● **Source data**:
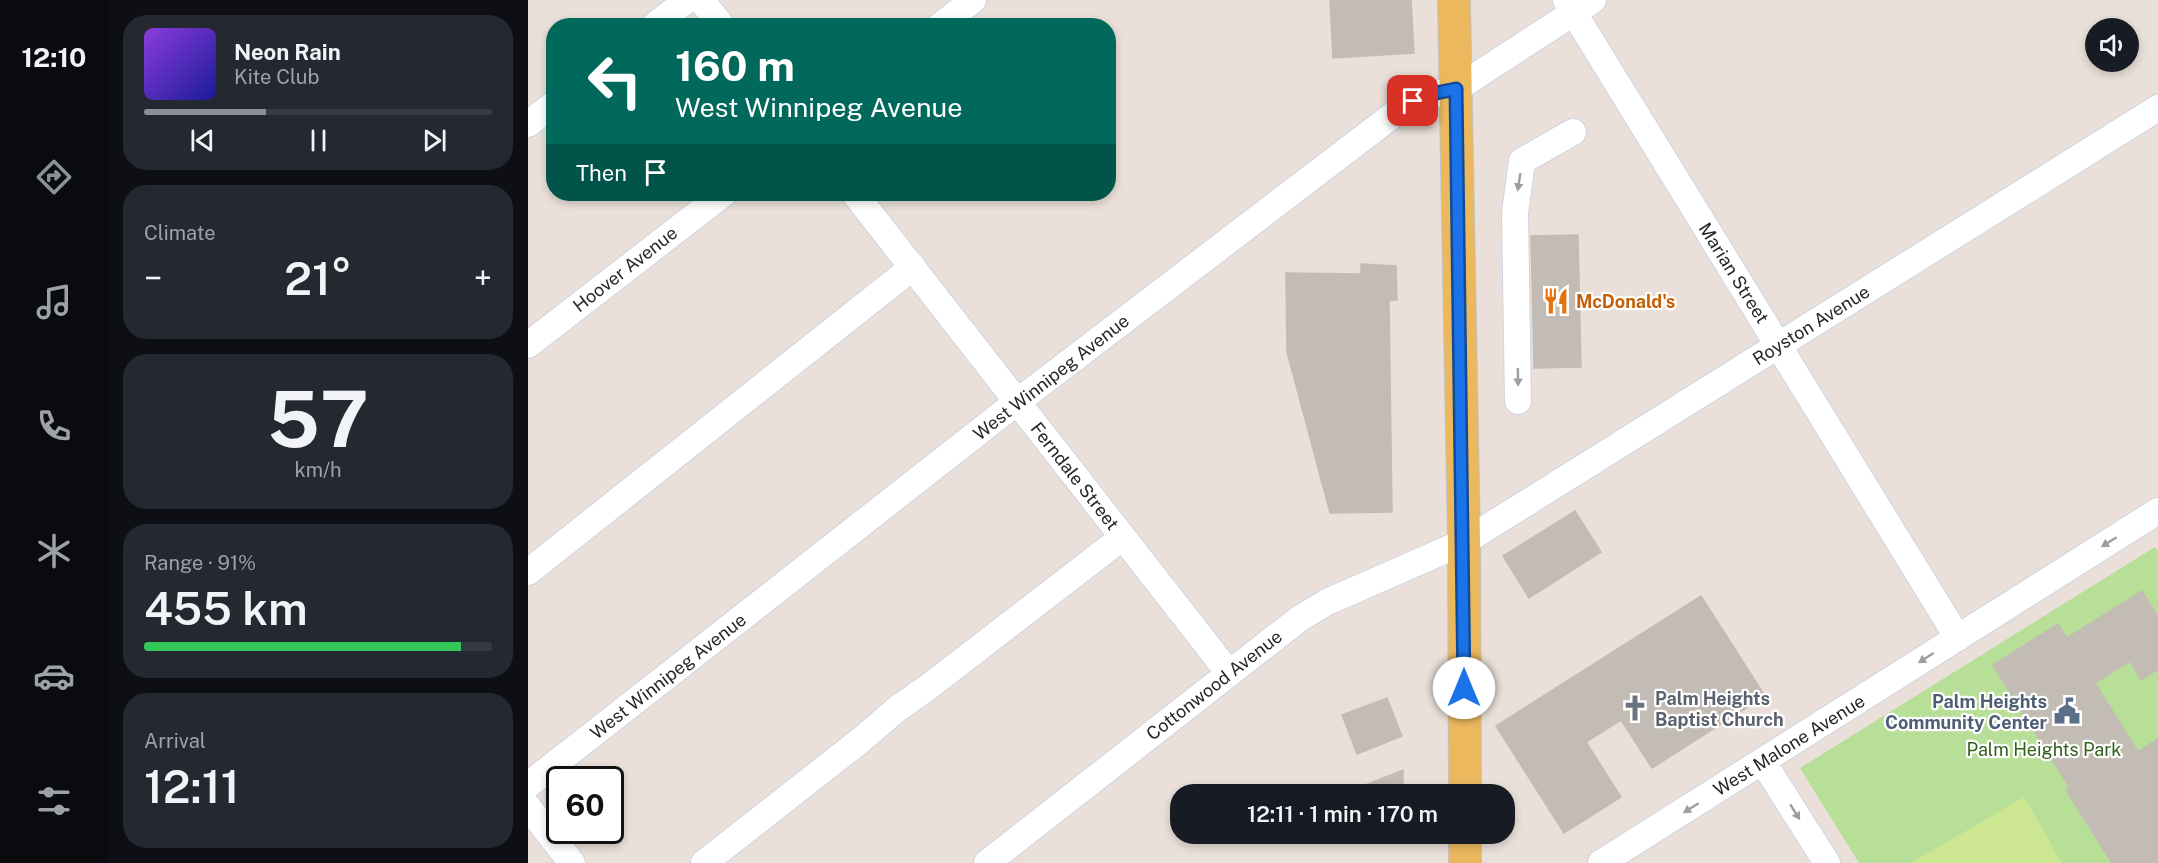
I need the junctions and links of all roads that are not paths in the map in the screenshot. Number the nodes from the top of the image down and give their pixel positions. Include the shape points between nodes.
1 (687, 0) edge
2 (701, 0) edge
3 (973, 0) edge
4 (1454, 0) edge
5 (1578, 4) edge
6 (664, 18) edge
7 (716, 18) edge
8 (950, 18) edge
9 (1456, 89) junction
10 (2158, 108) edge
11 (546, 110) edge
12 (528, 124) edge
13 (1573, 132) dead end
14 (714, 201) edge
15 (860, 201) edge
16 (912, 267) junction
17 (528, 345) edge
18 (1778, 345) junction
19 (1518, 401) dead end
20 (1017, 402) junction
21 (2157, 515) edge
22 (1123, 537) junction
23 (1464, 542) junction
24 (528, 572) edge
25 (1958, 638) junction
26 (1229, 673) junction
27 (1763, 762) junction
28 (1465, 784) edge
29 (528, 785) edge
30 (528, 807) edge
31 (1465, 844) edge
32 (572, 863) edge
33 (704, 863) edge
34 (987, 863) edge
35 (1465, 863) edge
36 (1601, 863) edge
37 (1827, 863) edge

1 - 6 street
2 - 7 street
3 - 8 street
4 - 9 main road
5 - 9 street, West Winnipeg Avenue
5 - 18 street, Marian Street
9 - 20 street, West Winnipeg Avenue via 1422,98 1397,112
9 - 23 main road
10 - 18 street, Royston Avenue
11 - 12 street
13 -> 19 street via 1522,161 1515,213
14 - 17 street, Hoover Avenue
15 - 16 street, Ferndale Street
16 - 20 street, Ferndale Street
16 - 24 street
18 - 23 street, Royston Avenue
18 - 25 street, Marian Street
20 - 22 street, Ferndale Street
20 - 29 street, West Winnipeg Avenue
21 -> 25 street, West Malone Avenue
22 - 26 street, Ferndale Street
22 - 33 street via 897,709
23 - 26 street, Cottonwood Avenue via 1327,602 1299,618
23 - 28 main road
25 -> 27 street, West Malone Avenue
26 - 34 street, Cottonwood Avenue
27 -> 36 street, West Malone Avenue
27 -> 37 street
30 - 32 street
31 - 35 main road

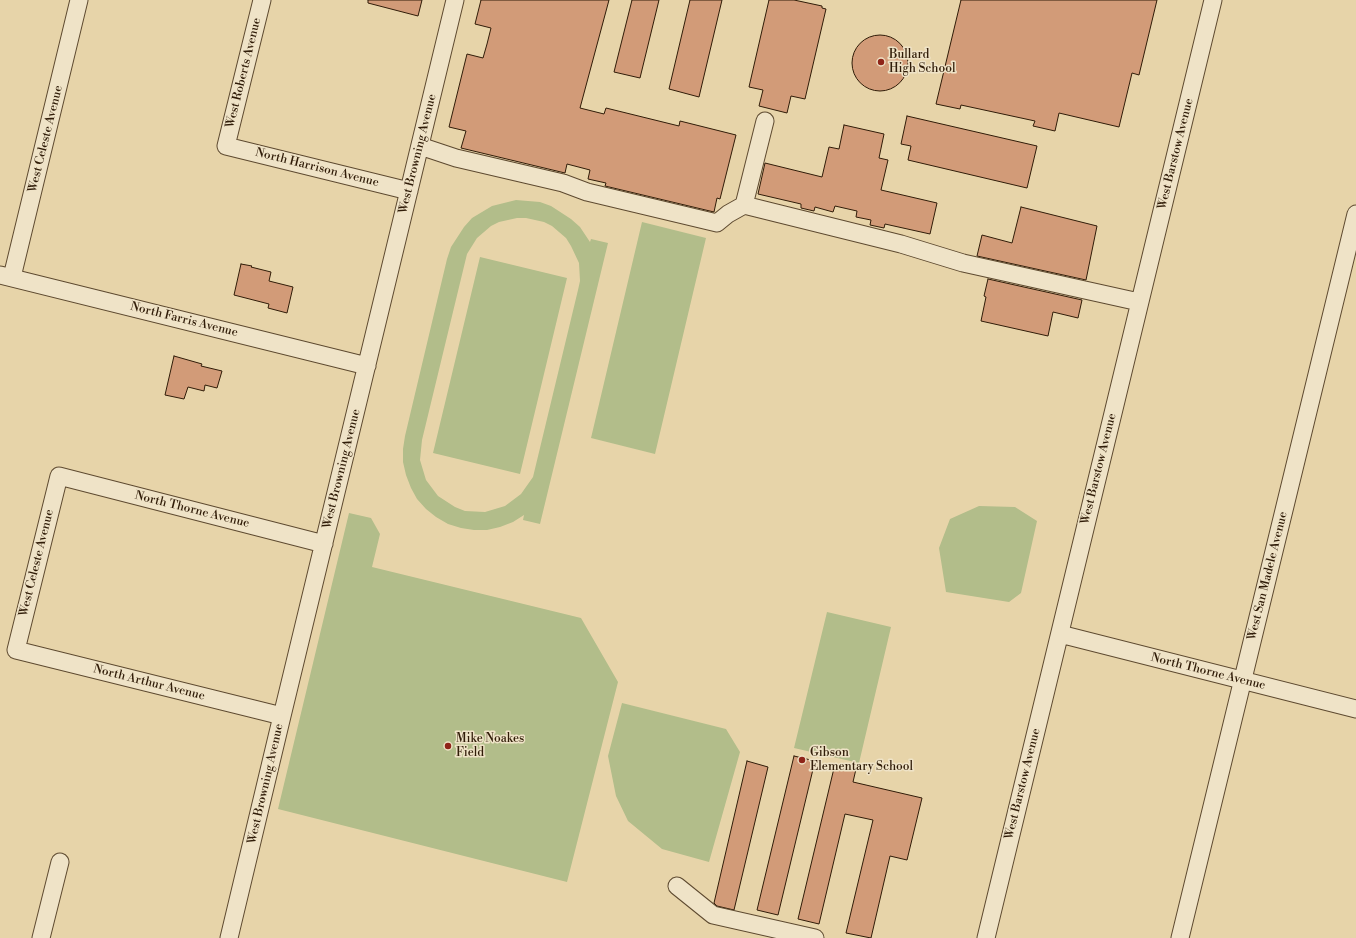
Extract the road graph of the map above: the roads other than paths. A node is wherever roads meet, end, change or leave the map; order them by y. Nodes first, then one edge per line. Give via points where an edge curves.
1 (79, 0) edge
2 (262, 0) edge
3 (455, 0) edge
4 (1213, 0) edge
5 (765, 121) dead end
6 (226, 146) joint
7 (420, 146) junction
8 (409, 191) junction
9 (744, 205) junction
10 (1356, 214) edge
11 (6, 276) edge
12 (1139, 302) junction
13 (367, 366) junction
14 (59, 476) joint
15 (324, 544) junction
16 (1060, 634) junction
17 (16, 650) joint
18 (1243, 680) junction
19 (1356, 709) edge
20 (282, 716) junction
21 (60, 862) dead end
22 (677, 886) dead end
23 (41, 938) edge
24 (229, 938) edge
25 (815, 938) edge
26 (986, 938) edge
27 (1180, 938) edge

1 - 11 street, West Celeste Avenue
2 - 6 street, West Roberts Avenue
3 - 7 street, West Browning Avenue
4 - 12 street, West Barstow Avenue
5 - 9 street
6 - 8 street, North Harrison Avenue
7 - 8 street, West Browning Avenue
7 - 9 street via 456,158 563,183 587,192 717,223
8 - 13 street, West Browning Avenue
9 - 12 street via 963,262
10 - 18 street, West San Madele Avenue
11 - 13 street, North Farris Avenue
12 - 16 street, West Barstow Avenue
13 - 15 street, West Browning Avenue
14 - 15 street, North Thorne Avenue
14 - 17 street, West Celeste Avenue
15 - 20 street, West Browning Avenue
16 - 18 street, North Thorne Avenue
16 - 26 street, West Barstow Avenue
17 - 20 street, North Arthur Avenue
18 - 19 street, North Thorne Avenue
18 - 27 street, West San Madele Avenue
20 - 24 street, West Browning Avenue
21 - 23 street
22 - 25 street via 713,915

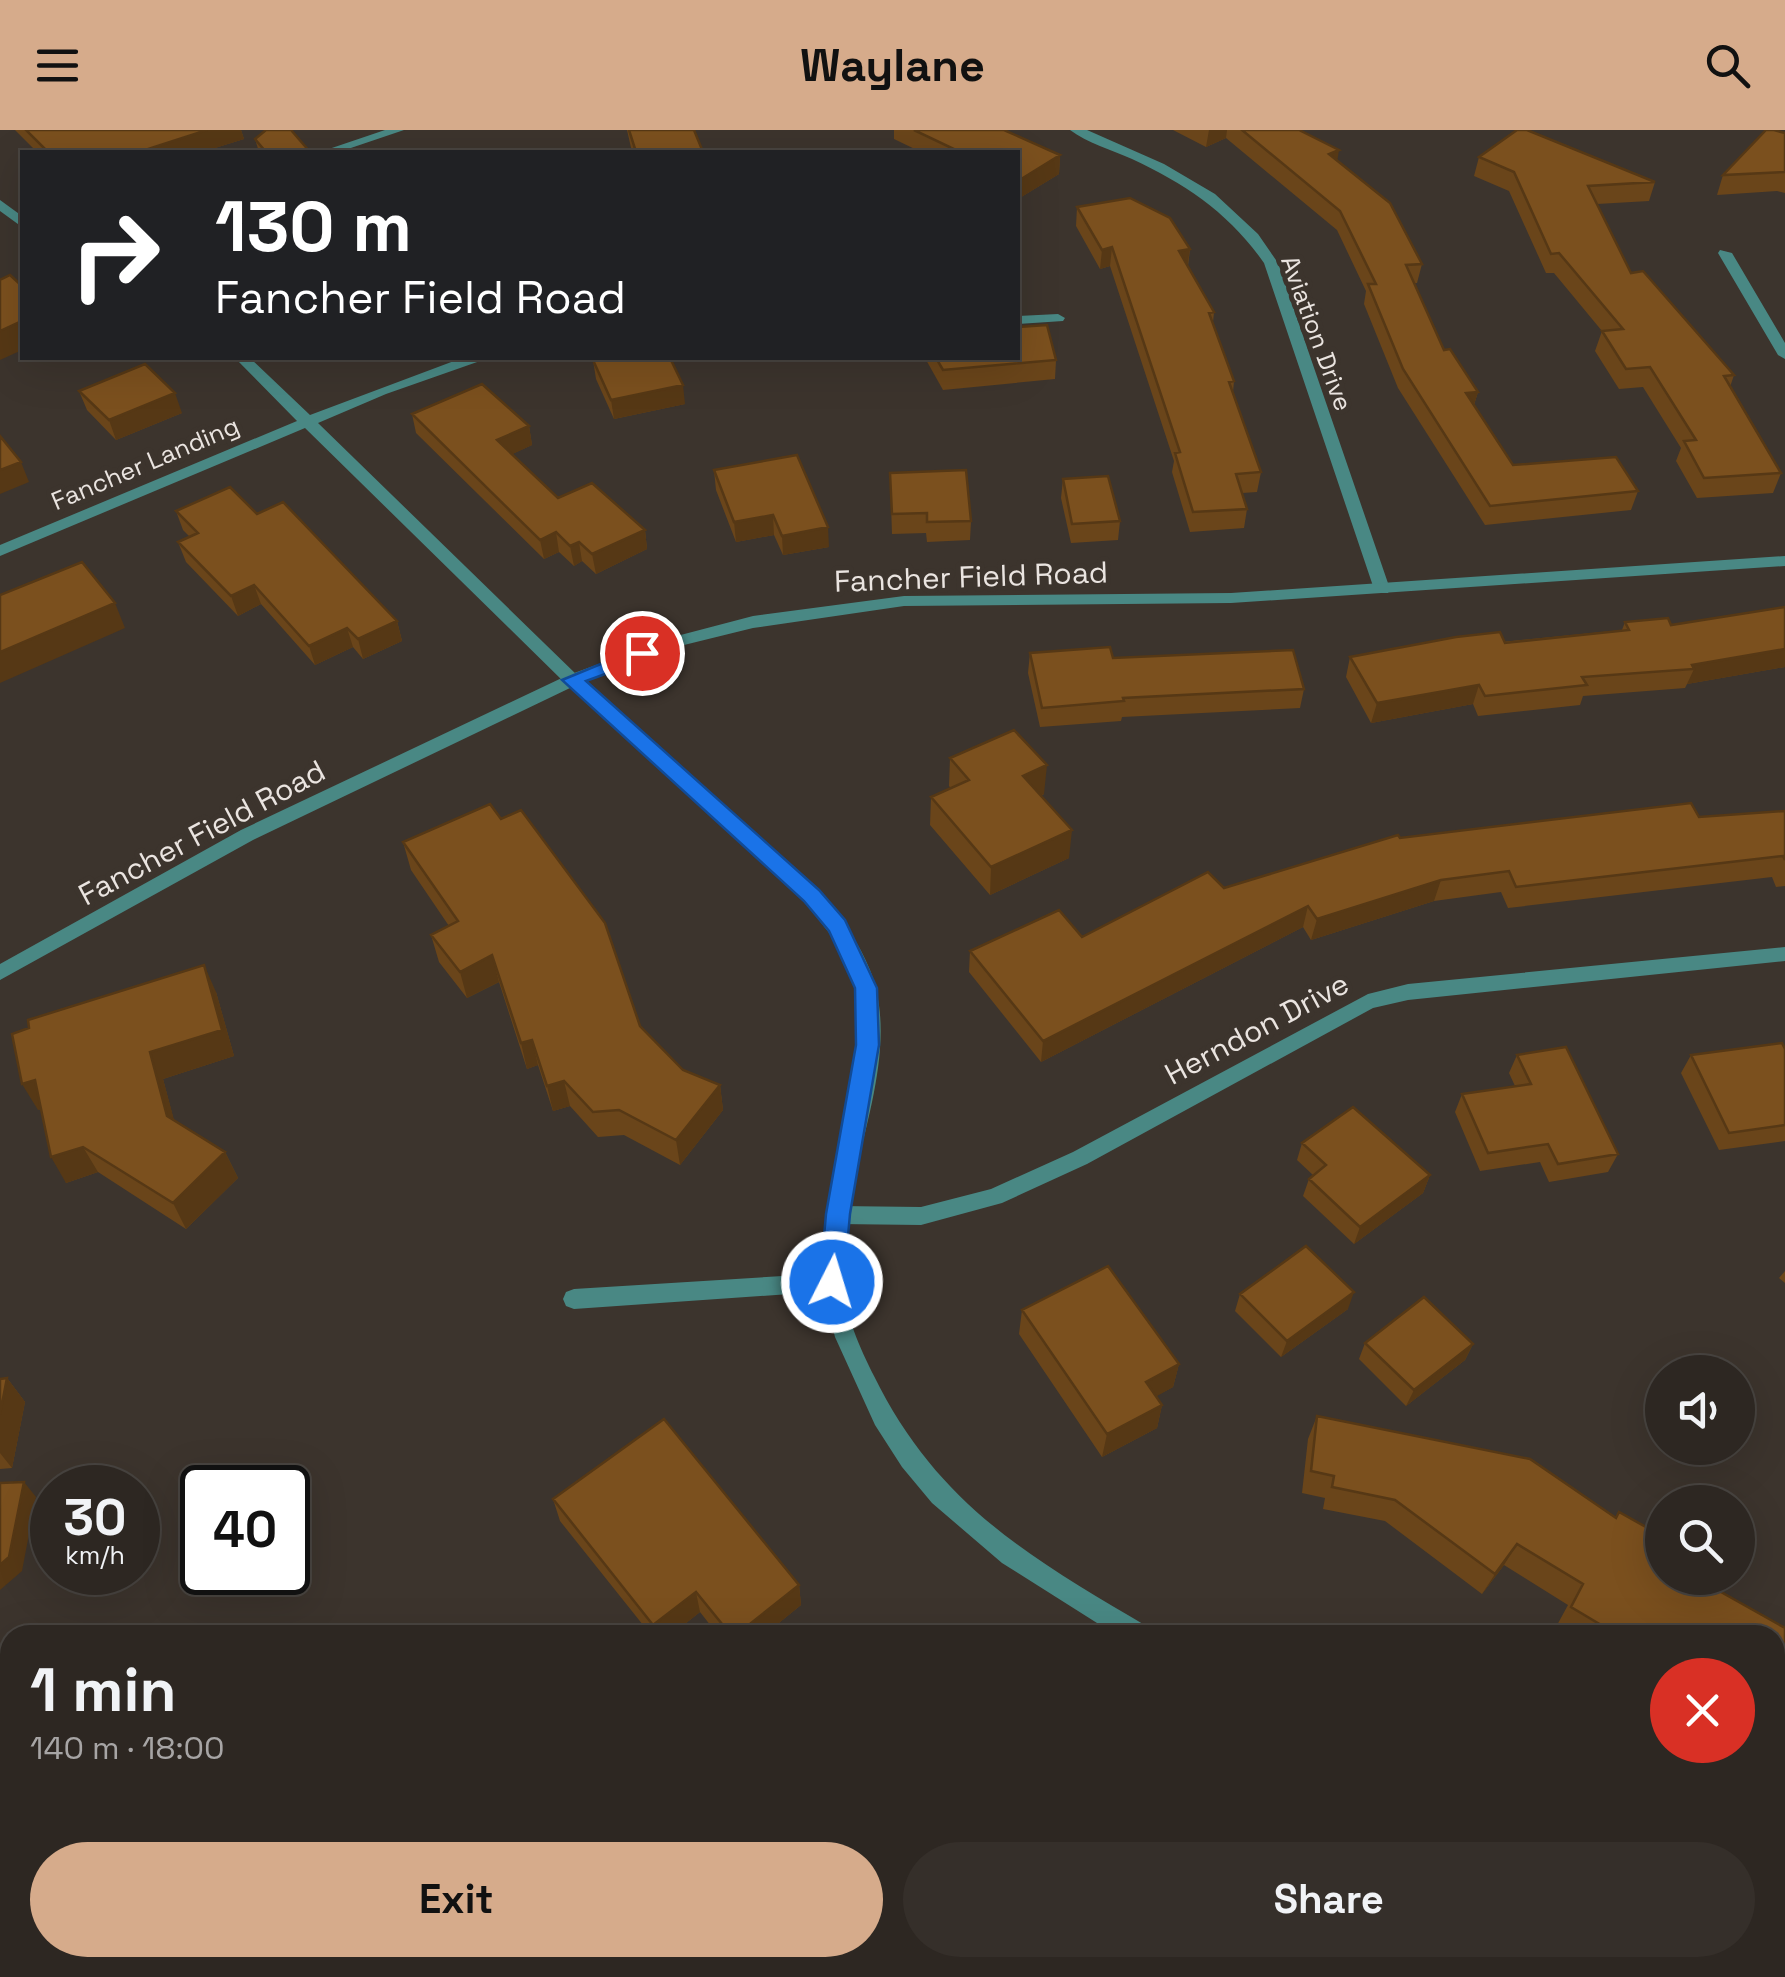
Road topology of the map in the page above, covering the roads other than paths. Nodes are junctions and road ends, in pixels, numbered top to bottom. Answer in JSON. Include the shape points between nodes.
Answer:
{"nodes":[{"id":1,"x":398,"y":130,"type":"edge"},
{"id":2,"x":1076,"y":130,"type":"edge"},
{"id":3,"x":333,"y":150,"type":"edge"},
{"id":4,"x":0,"y":204,"type":"edge"},
{"id":5,"x":20,"y":221,"type":"edge"},
{"id":6,"x":1725,"y":253,"type":"dead end"},
{"id":7,"x":1058,"y":318,"type":"dead end"},
{"id":8,"x":1020,"y":320,"type":"edge"},
{"id":9,"x":1785,"y":355,"type":"edge"},
{"id":10,"x":244,"y":360,"type":"edge"},
{"id":11,"x":470,"y":360,"type":"edge"},
{"id":12,"x":310,"y":422,"type":"junction"},
{"id":13,"x":0,"y":551,"type":"edge"},
{"id":14,"x":1785,"y":562,"type":"edge"},
{"id":15,"x":1382,"y":589,"type":"junction"},
{"id":16,"x":572,"y":680,"type":"junction"},
{"id":17,"x":1785,"y":954,"type":"edge"},
{"id":18,"x":0,"y":973,"type":"edge"},
{"id":19,"x":838,"y":1214,"type":"junction"},
{"id":20,"x":832,"y":1282,"type":"junction"},
{"id":21,"x":574,"y":1298,"type":"dead end"},
{"id":22,"x":1123,"y":1625,"type":"edge"}],
"edges":[{"from":1,"to":3,"type":"street"},
{"from":2,"to":15,"type":"street","name":"Aviation Drive","via":[[1184,178],[1254,234],[1271,262]]},
{"from":4,"to":5,"type":"street"},
{"from":6,"to":9,"type":"street"},
{"from":7,"to":8,"type":"street"},
{"from":10,"to":12,"type":"street"},
{"from":11,"to":12,"type":"street","name":"Fancher Landing"},
{"from":12,"to":13,"type":"street","name":"Fancher Landing"},
{"from":12,"to":16,"type":"street"},
{"from":14,"to":15,"type":"street","name":"Fancher Field Road"},
{"from":15,"to":16,"type":"street","name":"Fancher Field Road","via":[[1192,600],[922,600],[828,609],[679,641]]},
{"from":16,"to":18,"type":"street","name":"Fancher Field Road","via":[[247,836]]},
{"from":16,"to":19,"type":"street","via":[[811,896],[855,958],[866,988],[868,1045]]},
{"from":17,"to":19,"type":"street","name":"Herndon Drive","via":[[1408,992],[1368,1002],[995,1198],[921,1216]]},
{"from":19,"to":20,"type":"street"},
{"from":20,"to":21,"type":"street"},
{"from":20,"to":22,"type":"street","via":[[877,1412],[929,1486],[978,1534]]}]}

● **Exercise aim**: If a line in the data above holds the string "shape", copy it.

● **Answer for this exercise**:
I need the junctions and links of all roads that are not paths in the map in the screenshot. Number the nodes from the top of the image down and give their pixel positions. Include the shape points between nodes.
Road topology of the map in the page above, covering the roads other than paths. Nodes are junctions and road ends, in pixels, numbered top to bottom. Answer in JSON. Include the shape points between nodes.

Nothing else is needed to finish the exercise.